In a subsequent meeting with the Associate Dean I was told that the email was actionable; that I could do something about it. I thought about it for a second. I remember what the earth smelled like as I exited the building, I could hear the sound of college-aged kids drinking beer and blasting music; somewhere to my left a bird fluttered, abandoning its flower-perch. I folded the piece of paper with the email on it, put it in my back pocket and walked away. That was an act of love, that was an act of forgiveness, that was an act for my community. This story is an act of survival, of coming out.

The woman who faced me now did not recall this incident; she did not recall it because after I spoke, when the shit hit the fan, she walked out of the meeting. I wasn’t sure at the time whether her departure meant raw anger or solidarity. But now, at the kitchen counter with me, her nail clicked against the glass stem – she looked bewildered and lost and admitted she had been concerned that I thought she was homophobic. I then told her about the threatening email sent to me and my ex (the “love” mentioned earlier) and that she was cc’d on that correspondence as well. She did not remember that e-mail; she did not remember the details of the retreat.
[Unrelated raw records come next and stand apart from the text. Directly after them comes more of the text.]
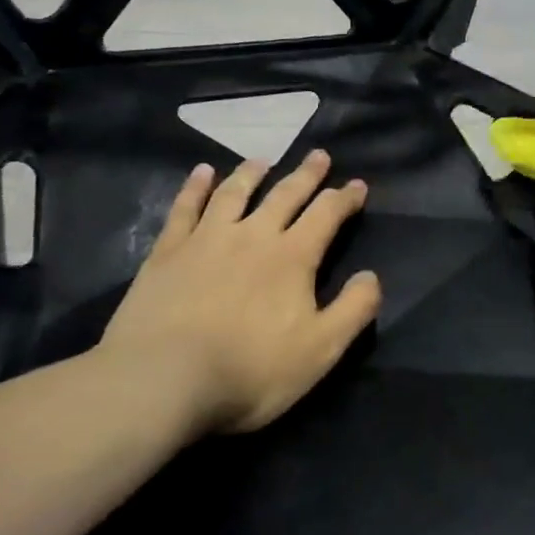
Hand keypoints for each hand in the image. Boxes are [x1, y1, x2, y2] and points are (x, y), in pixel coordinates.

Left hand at [91, 150, 380, 432]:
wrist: (163, 379)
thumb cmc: (249, 370)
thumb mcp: (320, 350)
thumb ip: (354, 310)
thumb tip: (371, 275)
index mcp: (292, 257)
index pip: (326, 215)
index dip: (345, 198)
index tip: (357, 185)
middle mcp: (252, 235)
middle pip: (285, 194)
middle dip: (306, 175)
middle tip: (319, 155)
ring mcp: (206, 239)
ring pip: (234, 193)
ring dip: (252, 173)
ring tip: (262, 160)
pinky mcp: (167, 252)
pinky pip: (185, 208)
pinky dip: (195, 188)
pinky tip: (201, 173)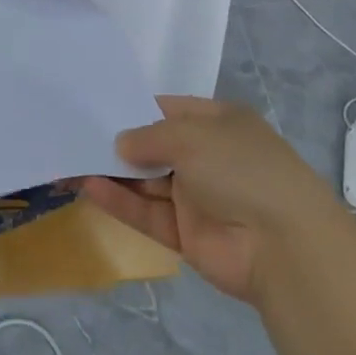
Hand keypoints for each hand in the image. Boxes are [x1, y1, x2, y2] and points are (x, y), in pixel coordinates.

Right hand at [80, 97, 312, 303]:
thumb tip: (121, 143)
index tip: (98, 107)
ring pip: (147, 181)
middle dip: (119, 142)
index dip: (136, 108)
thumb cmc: (242, 170)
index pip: (170, 110)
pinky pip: (147, 212)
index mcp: (220, 123)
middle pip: (155, 146)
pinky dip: (120, 201)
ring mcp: (197, 197)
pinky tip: (89, 187)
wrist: (284, 247)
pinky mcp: (186, 234)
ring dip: (113, 173)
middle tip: (75, 135)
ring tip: (71, 162)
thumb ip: (149, 136)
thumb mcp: (192, 136)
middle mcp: (208, 157)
At that point, I almost felt sorry for her, except that I know from the institutional reaction to what happened (the Associate Dean who was also our acting chair was present during the entire event), that the shrug of her shoulders, the shake of her head, the gentle turning away, were normative for what happened after the incident. I am still waiting for an institutional response . . . And when I tell my story, I see shoulders lifted, heads dropping, eyes focused on other things.

What does the Supreme Court decision on gay marriage (AGAIN) really have to do with what I’m talking about here? Everything and nothing at all. Across this country, LGBTQI peoples of conscience are doing the work of desegregation. Our families are sometimes invisible, especially when they do not procreate. Over the years, I have managed to acquire a sister, a brother, a son, a brother-in-law, a daughter-in-law, a granddaughter, and two nieces who feel like my own children without benefit of marriage or blood. When we walk down the street together or introduce one another, we have to explain. Everything. We are painting our way into the landscape of this country – stroke by stroke. What the Court can do for us is simple: take the first and perhaps the second strike at a system of discrimination that works its quiet will. We do need love to conquer hate this time.